‘The policy of Howard was determinedly bilateral rather than multilateral, which fits with his pragmatism and realism. Rudd is more multilateral, which comes from the “Asian engagement” philosophy which dominates Labor orthodoxy.’
Rudd, who served as a diplomat in Sweden and China in the 1980s and as Shadow Minister for Foreign Affairs from 2001 before becoming Labor leader, argued before gaining office that Australia’s foreign policy must be concentrated on its near neighbours.
Nevertheless, his government’s foreign policy has been based on three pillars: support for the US alliance; strengthening the United Nations, including seeking a seat on the UN Security Council by 2014; and ‘comprehensive engagement in the Asia-Pacific region.’ Nuclear disarmament has been another avowed Rudd goal, pursued on a multilateral basis with backing from Japan.
But by early 2010, Rudd’s honeymoon in foreign affairs, along with other areas of government, was well and truly over.
In a January 15, 2010 article published in The Australian headlined ‘Dysfunctional diplomacy,’ the newspaper’s Asia-Pacific editor, Rowan Callick, argued that despite Rudd’s credentials, ‘Australia’s relations with most of the important powers in the Asia-Pacific region are worse now than when Rudd took over.’
According to Callick, the Government’s goals of gaining admission to the UNSC, nuclear disarmament and developing the new APc ‘remain distant.’
‘Relationships with China, India and Japan have hit some turbulence…Relations with Fiji, the hub of the Pacific Islands region, have plummeted since military rule was established there,’ he wrote. He described the Indonesia relationship as ‘steady,’ although it was subsequently rocked by the Oceanic Viking refugee stand-off.

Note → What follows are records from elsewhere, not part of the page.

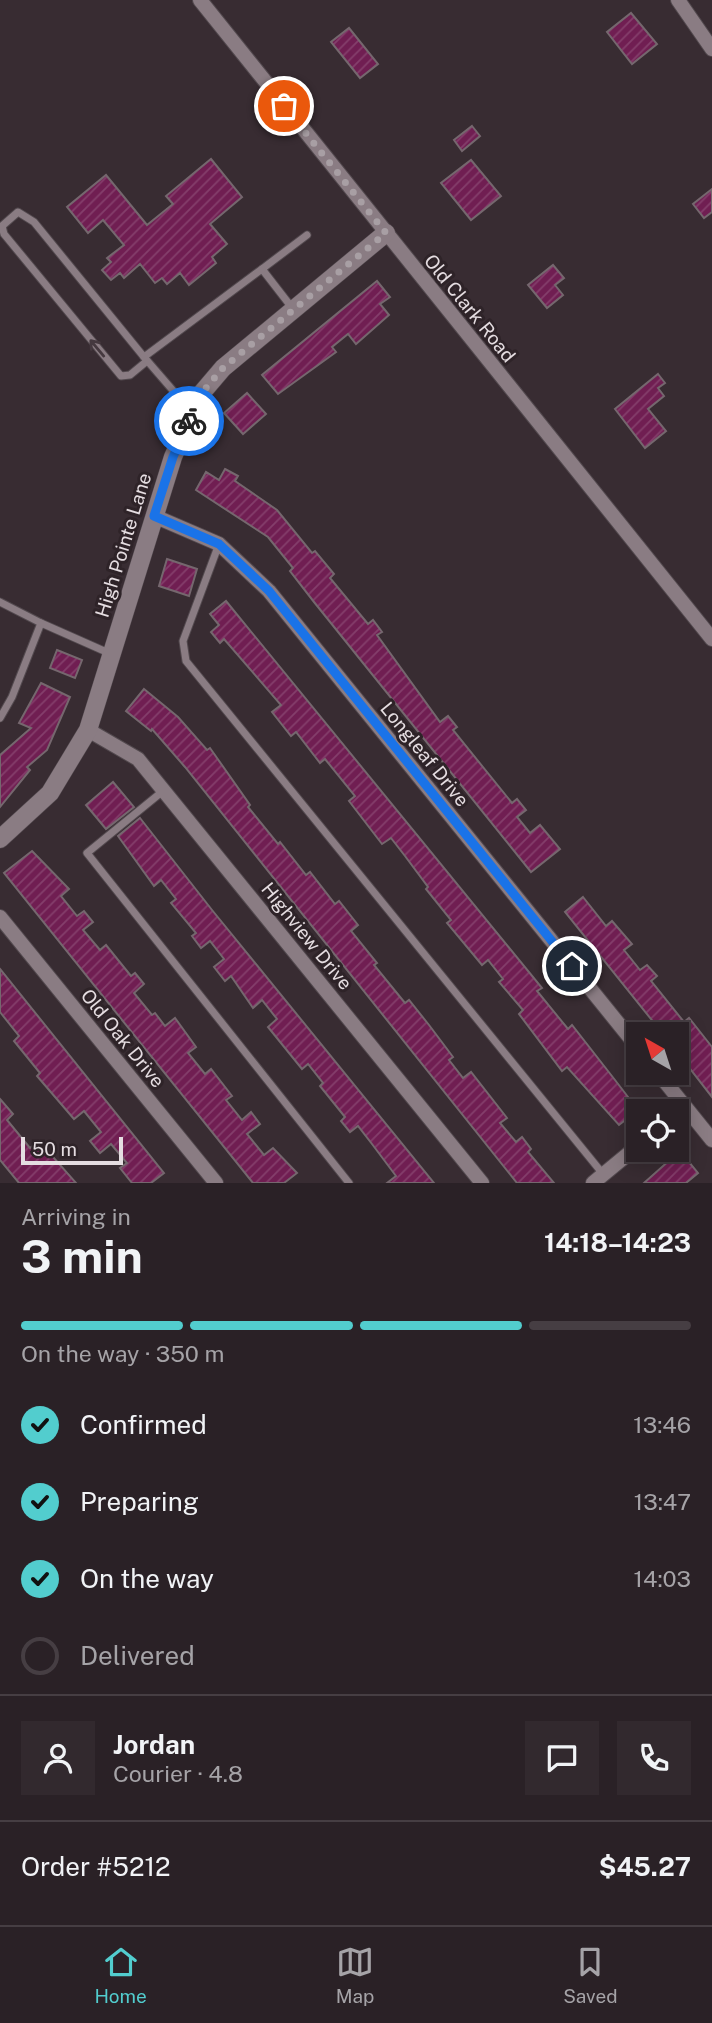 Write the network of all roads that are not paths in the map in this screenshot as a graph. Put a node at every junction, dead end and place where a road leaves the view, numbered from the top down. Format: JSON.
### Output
{"nodes":[{"id":1,"x":200,"y":0,"type":"edge"},
{"id":2,"x":678,"y":0,"type":"edge"},
{"id":3,"x":712,"y":49,"type":"edge"},
{"id":4,"x":386,"y":233,"type":"junction"},
{"id":5,"x":307,"y":235,"type":"dead end"},
{"id":6,"x":262,"y":269,"type":"junction"},
{"id":7,"x":293,"y":309,"type":"junction"},
{"id":8,"x":146,"y":359,"type":"junction"},
{"id":9,"x":195,"y":407,"type":"junction"},
{"id":10,"x":154,"y":516,"type":"junction"},
{"id":11,"x":219,"y":544,"type":"junction"},
{"id":12,"x":0,"y":602,"type":"edge"},
{"id":13,"x":41,"y":623,"type":"junction"},
{"id":14,"x":712,"y":639,"type":"edge"},
{"id":15,"x":111,"y":654,"type":"junction"},
{"id":16,"x":0,"y":718,"type":"edge"},
{"id":17,"x":88,"y":730,"type":"junction"},
{"id":18,"x":164,"y":790,"type":"junction"},
{"id":19,"x":0,"y":839,"type":"edge"},
{"id":20,"x":0,"y":917,"type":"edge"},
{"id":21,"x":626,"y":1033,"type":"edge"},
{"id":22,"x":689,"y":1118,"type":"edge"},
{"id":23,"x":712,"y":1140,"type":"edge"},
{"id":24,"x":626,"y":1156,"type":"edge"},
{"id":25,"x":598,"y":1179,"type":"edge"},
{"id":26,"x":216,"y":1183,"type":"edge"},
{"id":27,"x":349,"y":1183,"type":"edge"},
{"id":28,"x":482,"y":1183,"type":"edge"}],
"edges":[{"from":1,"to":4,"type":"street","name":"Old Clark Road"},
{"from":2,"to":3,"type":"street"},
{"from":4,"to":7,"type":"street","name":"High Pointe Lane"},
{"from":4,"to":14,"type":"street","name":"Old Clark Road"},
{"from":5,"to":6,"type":"lane"},
{"from":6,"to":7,"type":"lane"},
{"from":6,"to":8,"type":"lane"},
{"from":7,"to":9,"type":"street","name":"High Pointe Lane"},
{"from":8,"to":8,"type":"lane","one_way":true},
{"from":8,"to":9,"type":"lane"},
{"from":9,"to":10,"type":"street","name":"High Pointe Lane"},
{"from":10,"to":11,"type":"street","name":"Longleaf Drive"},
{"from":10,"to":15,"type":"street","name":"High Pointe Lane"},
{"from":11,"to":21,"type":"street","name":"Longleaf Drive"},
{"from":11,"to":25,"type":"lane"},
{"from":12,"to":13,"type":"lane"},
{"from":13,"to":15,"type":"lane"},
{"from":13,"to":16,"type":"lane"},
{"from":15,"to":17,"type":"street","name":"High Pointe Lane"},
{"from":17,"to":18,"type":"street","name":"Highview Drive"},
{"from":17,"to":19,"type":"street","name":"High Pointe Lane"},
{"from":18,"to":27,"type":"lane"},
{"from":18,"to":28,"type":"street","name":"Highview Drive"},
{"from":20,"to":26,"type":"street","name":"Old Oak Drive"},
{"from":22,"to":23,"type":"street"},
{"from":24,"to":25,"type":"street"}]} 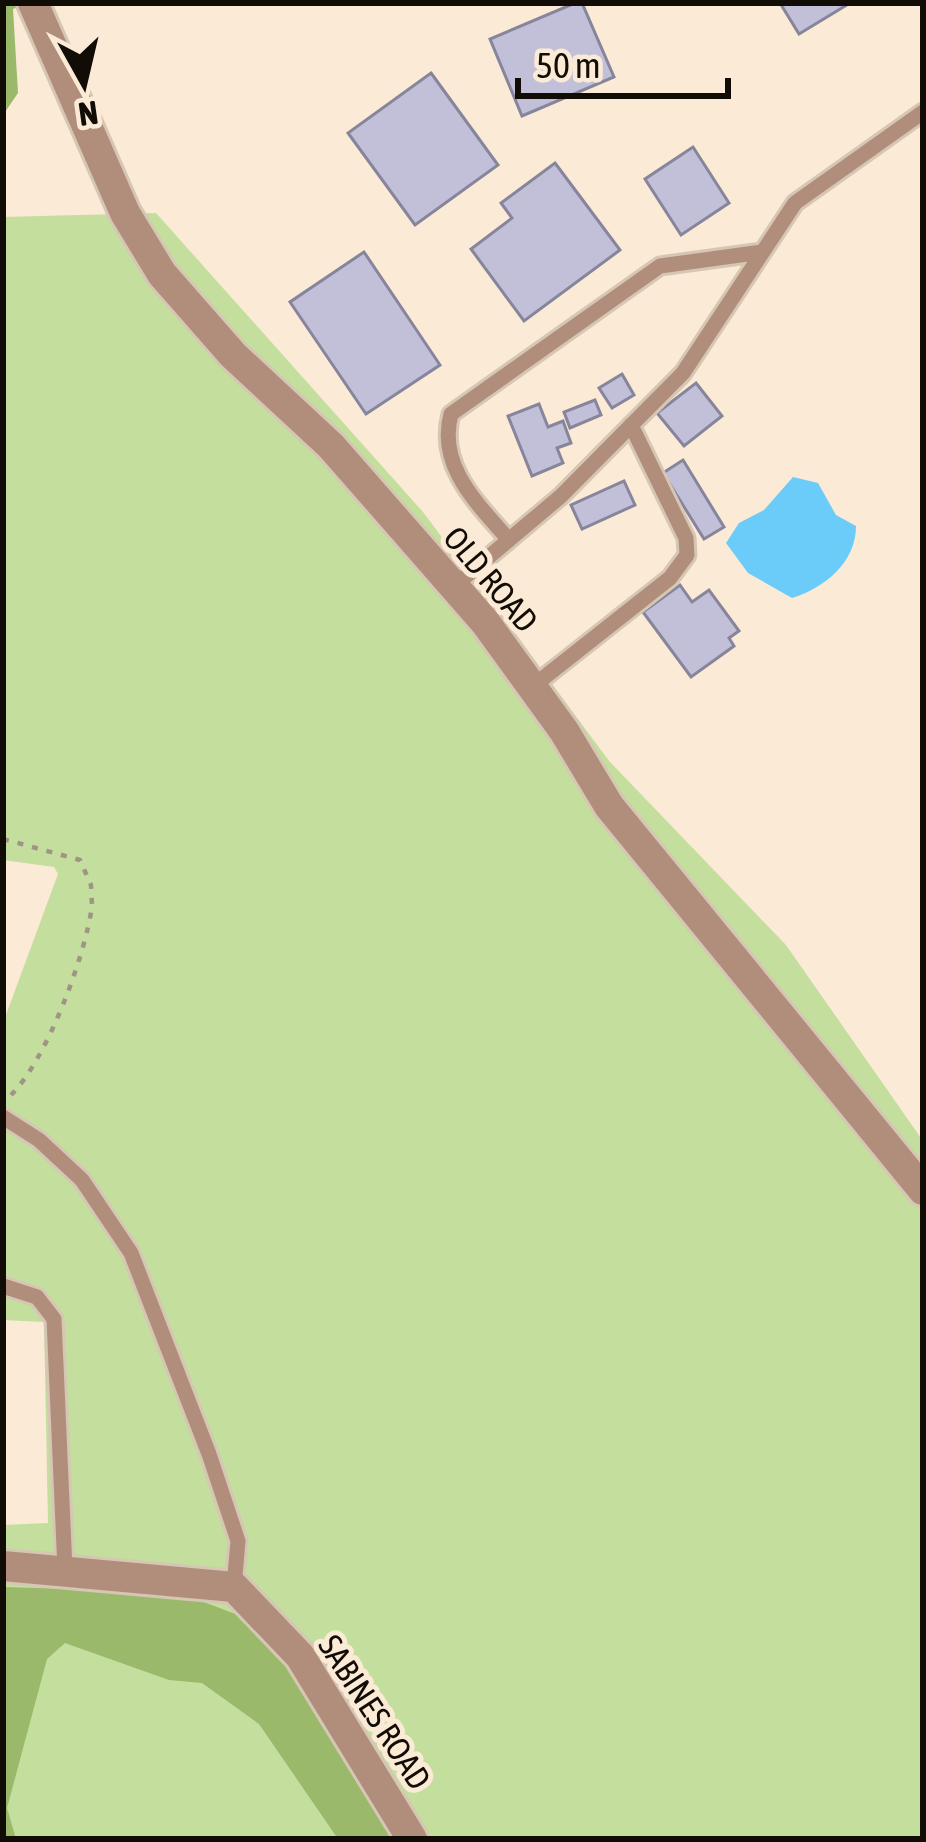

Dr Martin-Jones agreed with the criticisms, saying Rudd had seemed ‘politically deaf’ to Asia’s requirements in launching the APc onto an unsuspecting region.
‘It seems very strange that someone who is supposed to be Asia-literate has approached ASEAN in such an illiterate way,’ he said ‘He raised the APc proposal without first raising it informally in the ASEAN context, which is how ASEAN operates and is well known to any ASEAN literate scholar or diplomat.’
‘To send Richard Woolcott, a gerontocrat, a dinosaur, around the region to try and create some impetus, strikes Southeast Asians and any kind of objective commentator as a kind of surrealistic move,’ he said.
While Rudd’s election was originally welcomed in China, relations have soured over Chinese investment in Australian resources, the arrest and imprisonment of an Australian mining executive in Shanghai, an Australian defence white paper warning of the Chinese military threat and over the visit of a Uighur activist.
Ties with Japan have suffered over Rudd’s perceived closeness to China—a perception supported by his long-delayed visit to Tokyo and apparent initial kowtowing to Beijing—and the Government’s apparent collusion with radical opponents of Japanese whaling and threat of international court action over the issue.